PROBLEM TO SOLVE —
For this exercise, restate every line below word for word and drop the images.

:: RECORDED INFORMATION ::

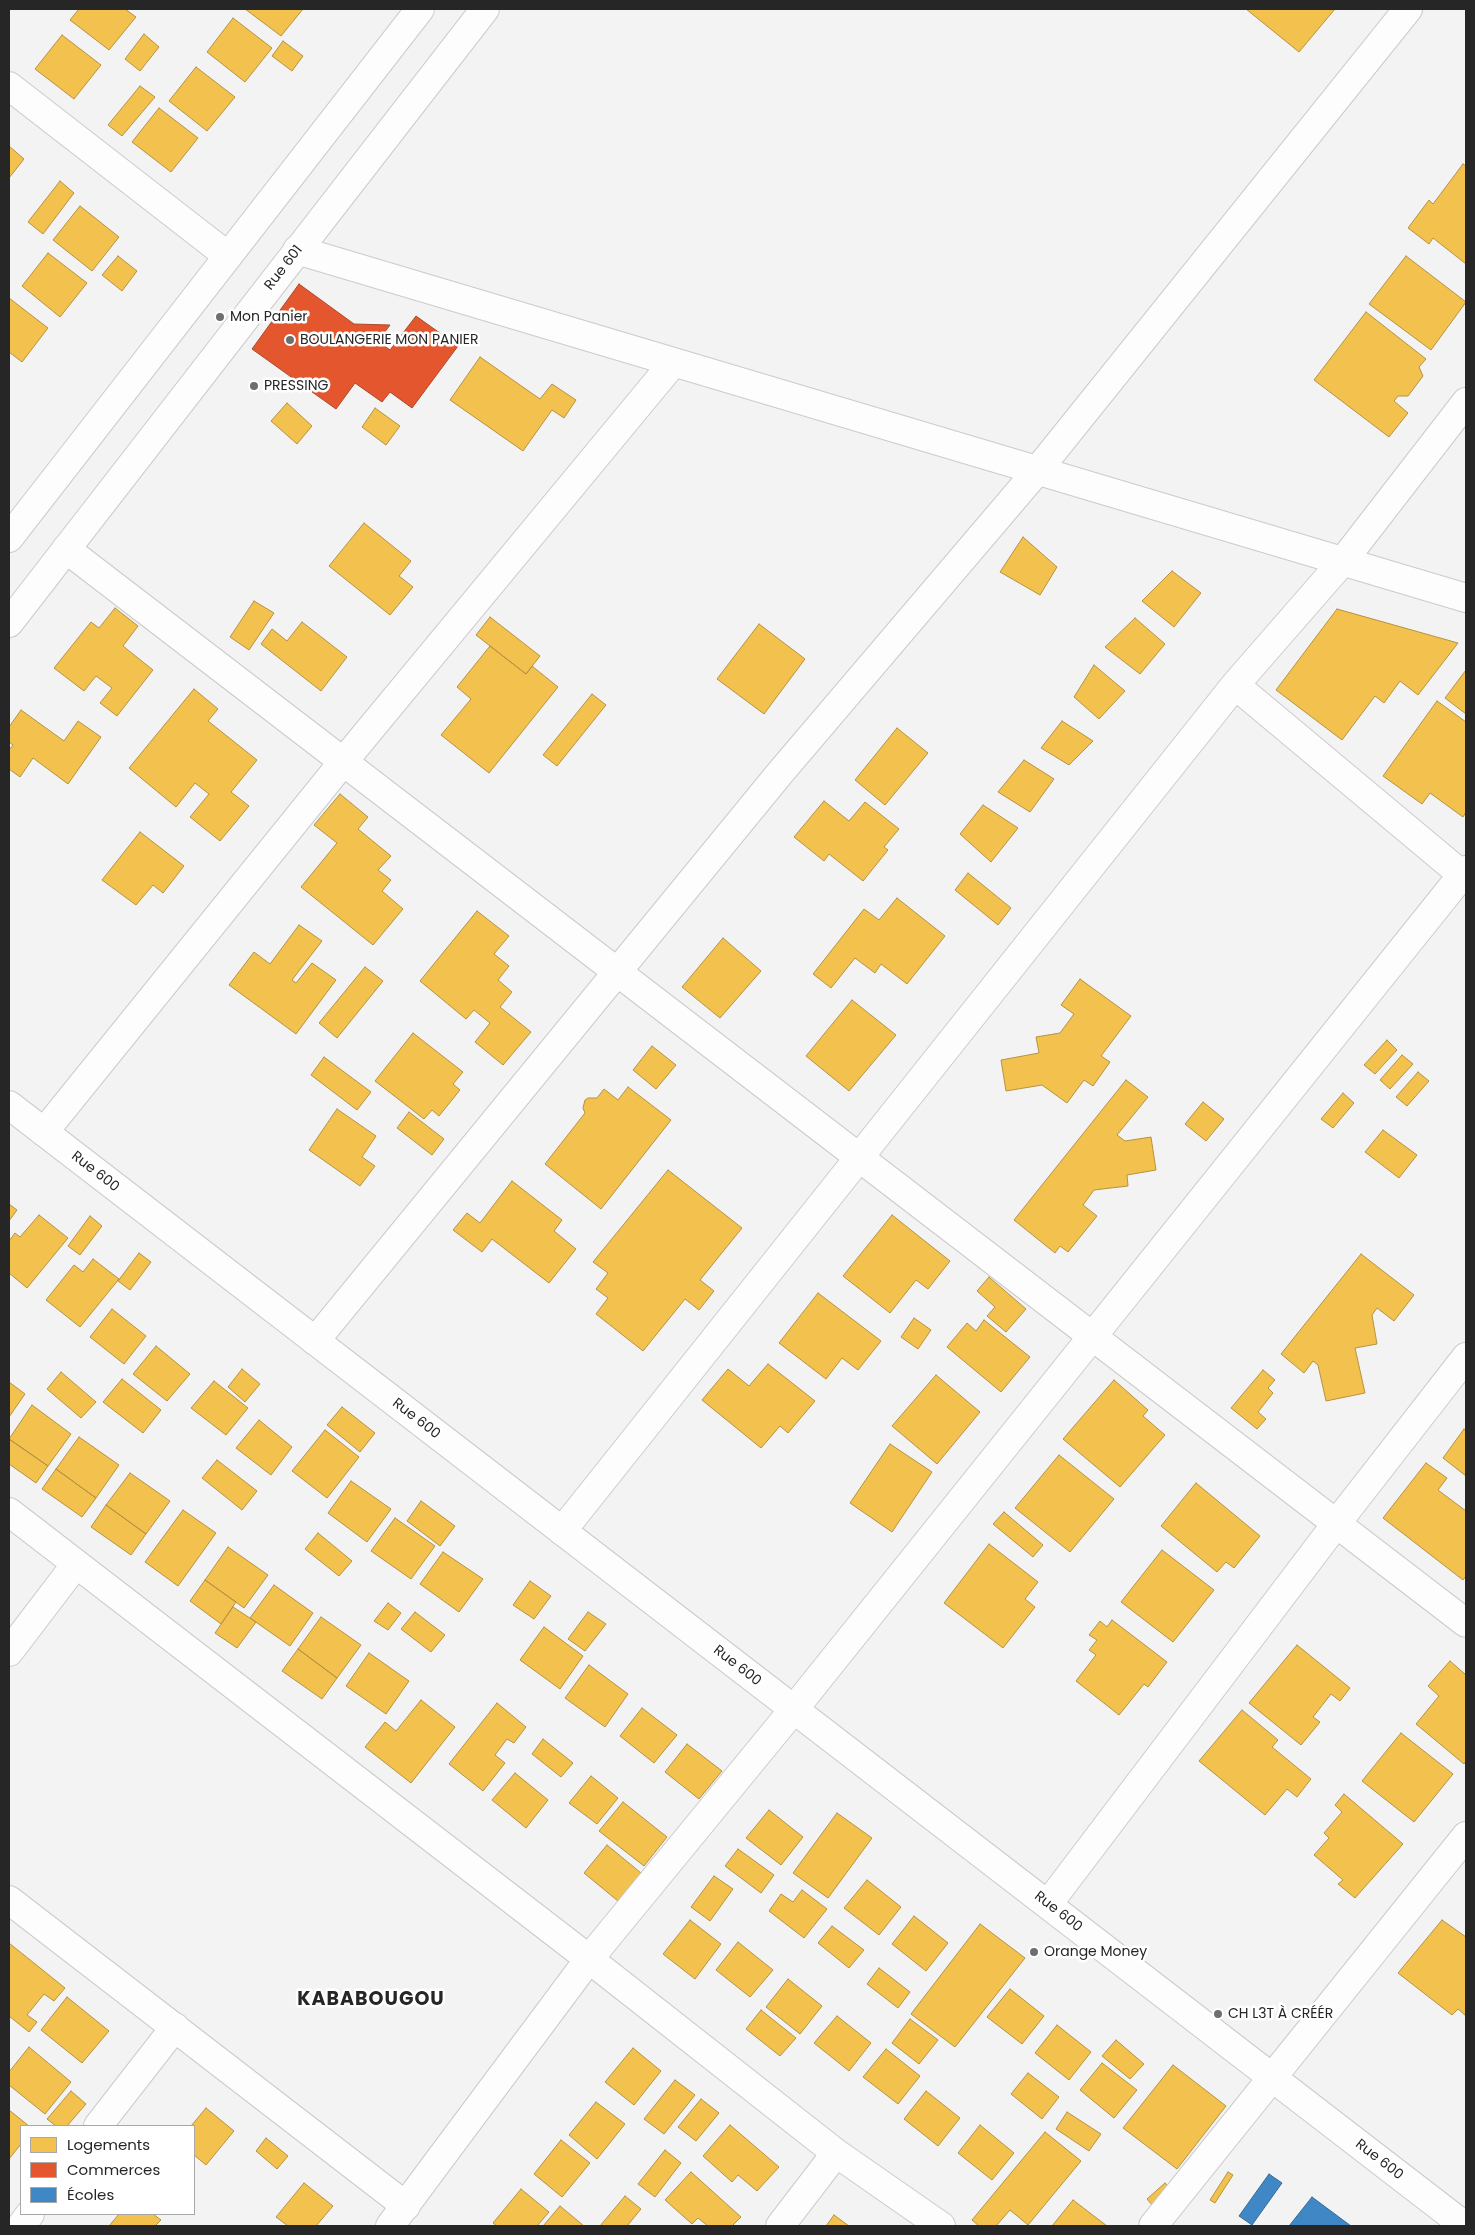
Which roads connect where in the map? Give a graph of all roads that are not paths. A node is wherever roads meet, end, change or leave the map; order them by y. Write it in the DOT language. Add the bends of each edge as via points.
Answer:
graph roads {
  1 [pos="420,9"];
  2 [pos="485,9"];
  3 [pos="1408,9"];
  4 [pos="9,86"];
  5 [pos="298,250"];
  6 [pos="228,256"];
  7 [pos="673,363"];
  8 [pos="1466,402"];
  9 [pos="1037,471"];
  10 [pos="9,538"];
  11 [pos="66,549"];
  12 [pos="1342,561"];
  13 [pos="1466,598"];
  14 [pos="9,623"];
  15 [pos="1235,685"];
  16 [pos="343,762"];
  17 [pos="1465,874"];
  18 [pos="617,972"];
  19 [pos="9,1105"];
  20 [pos="44,1132"];
  21 [pos="858,1157"];
  22 [pos="1092,1337"];
  23 [pos="316,1341"];
  24 [pos="1466,1356"];
  25 [pos="9,1512"];
  26 [pos="1336,1524"];
  27 [pos="562,1530"];
  28 [pos="76,1564"];
  29 [pos="1466,1623"];
  30 [pos="9,1652"];
  31 [pos="794,1709"];
  32 [pos="1466,1836"];
  33 [pos="9,1900"];
  34 [pos="1048,1904"];
  35 [pos="589,1959"];
  36 [pos="175,2027"];
  37 [pos="1272,2077"];
  38 [pos="99,2125"];
  39 [pos="836,2153"];
  40 [pos="29,2215"];
  41 [pos="398,2216"];
  42 [pos="21,2226"];
  43 [pos="780,2226"];
  44 [pos="941,2226"];
  45 [pos="1153,2226"];
  46 [pos="1465,2226"];
  1 -- 6 [label="street"];
  2 -- 5 [label="street, Rue 601"];
  3 -- 9 [label="street"];
  4 -- 6 [label="street"];
  5 -- 7 [label="street"];
  5 -- 11 [label="street, Rue 601"];
  6 -- 10 [label="street"];
  7 -- 9 [label="street"];
  7 -- 16 [label="street"];
  8 -- 12 [label="street"];
  9 -- 12 [label="street"];
  9 -- 18 [label="street" via="780,773"];
  11 -- 14 [label="street, Rue 601"];
  11 -- 16 [label="street"];
  12 -- 13 [label="street"];
  12 -- 15 [label="street"];
  15 -- 17 [label="street"];
  15 -- 21 [label="street"];
  16 -- 18 [label="street"];
  16 -- 20 [label="street"];
  17 -- 22 [label="street"];
  18 -- 21 [label="street"];
  18 -- 23 [label="street"];
  19 -- 20 [label="street, Rue 600"];
  20 -- 23 [label="street, Rue 600"];
  21 -- 22 [label="street"];
  21 -- 27 [label="street"];
  22 -- 26 [label="street"];
  22 -- 31 [label="street"];
  23 -- 27 [label="street, Rue 600"];
  24 -- 26 [label="street"];
  25 -- 28 [label="street"];
  26 -- 29 [label="street"];
  26 -- 34 [label="street"];
  27 -- 31 [label="street, Rue 600"];
  28 -- 30 [label="street"];
  28 -- 35 [label="street"];
  31 -- 34 [label="street, Rue 600"];
  31 -- 35 [label="street"];
  32 -- 37 [label="street"];
  33 -- 36 [label="street"];
  34 -- 37 [label="street, Rue 600"];
  35 -- 39 [label="street"];
  35 -- 41 [label="street"];
  36 -- 38 [label="street"];
  36 -- 41 [label="street"];
  37 -- 45 [label="street"];
  37 -- 46 [label="street, Rue 600"];
  39 -- 43 [label="street"];
  39 -- 44 [label="street"];
  40 -- 42 [label="street"];
}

:::

RESULT OF THIS TASK —
Which roads connect where in the map? Give a graph of all roads that are not paths. A node is wherever roads meet, end, change or leave the map; order them by y. Write it in the DOT language. Add the bends of each edge as via points.
Answer:
graph roads {
  1 [pos="420,9"];
  2 [pos="485,9"];
  3 [pos="1408,9"];
  4 [pos="9,86"];
  5 [pos="298,250"];
  6 [pos="228,256"];
  7 [pos="673,363"];
  8 [pos="1466,402"];
  9 [pos="1037,471"];
  10 [pos="9,538"];
  11 [pos="66,549"];
  12 [pos="1342,561"];
  13 [pos="1466,598"];
  14 [pos="9,623"];
  15 [pos="1235,685"];
  16 [pos="343,762"];
  17 [pos="1465,874"];
  18 [pos="617,972"];
  19 [pos="9,1105"];
  20 [pos="44,1132"];
  21 [pos="858,1157"];
  22 [pos="1092,1337"];
  23 [pos="316,1341"];
  24 [pos="1466,1356"];
  25 [pos="9,1512"];
  26 [pos="1336,1524"];
  27 [pos="562,1530"];
  28 [pos="76,1564"];
  29 [pos="1466,1623"];
  30 [pos="9,1652"];
  31 [pos="794,1709"];
  32 [pos="1466,1836"];
  33 [pos="9,1900"];
  34 [pos="1048,1904"];
  35 [pos="589,1959"];
  36 [pos="175,2027"];
  37 [pos="1272,2077"];
  38 [pos="99,2125"];
  39 [pos="836,2153"];
  40 [pos="29,2215"];
  41 [pos="398,2216"];
  42 [pos="21,2226"];
  43 [pos="780,2226"];
  44 [pos="941,2226"];
  45 [pos="1153,2226"];
  46 [pos="1465,2226"];
  1 -- 6 [label="street"];
  2 -- 5 [label="street, Rue 601"];
  3 -- 9 [label="street"];
  4 -- 6 [label="street"];
  5 -- 7 [label="street"];
  5 -- 11 [label="street, Rue 601"];
  6 -- 10 [label="street"];
  7 -- 9 [label="street"];
  7 -- 16 [label="street"];
  8 -- 12 [label="street"];
  9 -- 12 [label="street"];
  9 -- 18 [label="street" via="780,773"];
  11 -- 14 [label="street, Rue 601"];
  11 -- 16 [label="street"];
  12 -- 13 [label="street"];
  12 -- 15 [label="street"];
  15 -- 17 [label="street"];
  15 -- 21 [label="street"];
  16 -- 18 [label="street"];
  16 -- 20 [label="street"];
  17 -- 22 [label="street"];
  18 -- 21 [label="street"];
  18 -- 23 [label="street"];
  19 -- 20 [label="street, Rue 600"];
  20 -- 23 [label="street, Rue 600"];
  21 -- 22 [label="street"];
  21 -- 27 [label="street"];
  22 -- 26 [label="street"];
  22 -- 31 [label="street"];
  23 -- 27 [label="street, Rue 600"];
  24 -- 26 [label="street"];
  25 -- 28 [label="street"];
  26 -- 29 [label="street"];
  26 -- 34 [label="street"];
  27 -- 31 [label="street, Rue 600"];
  28 -- 30 [label="street"];
  28 -- 35 [label="street"];
  31 -- 34 [label="street, Rue 600"];
  31 -- 35 [label="street"];
  32 -- 37 [label="street"];
  33 -- 36 [label="street"];
  34 -- 37 [label="street, Rue 600"];
  35 -- 39 [label="street"];
  35 -- 41 [label="street"];
  36 -- 38 [label="street"];
  36 -- 41 [label="street"];
  37 -- 45 [label="street"];
  37 -- 46 [label="street, Rue 600"];
  39 -- 43 [label="street"];
  39 -- 44 [label="street"];
  40 -- 42 [label="street"];
}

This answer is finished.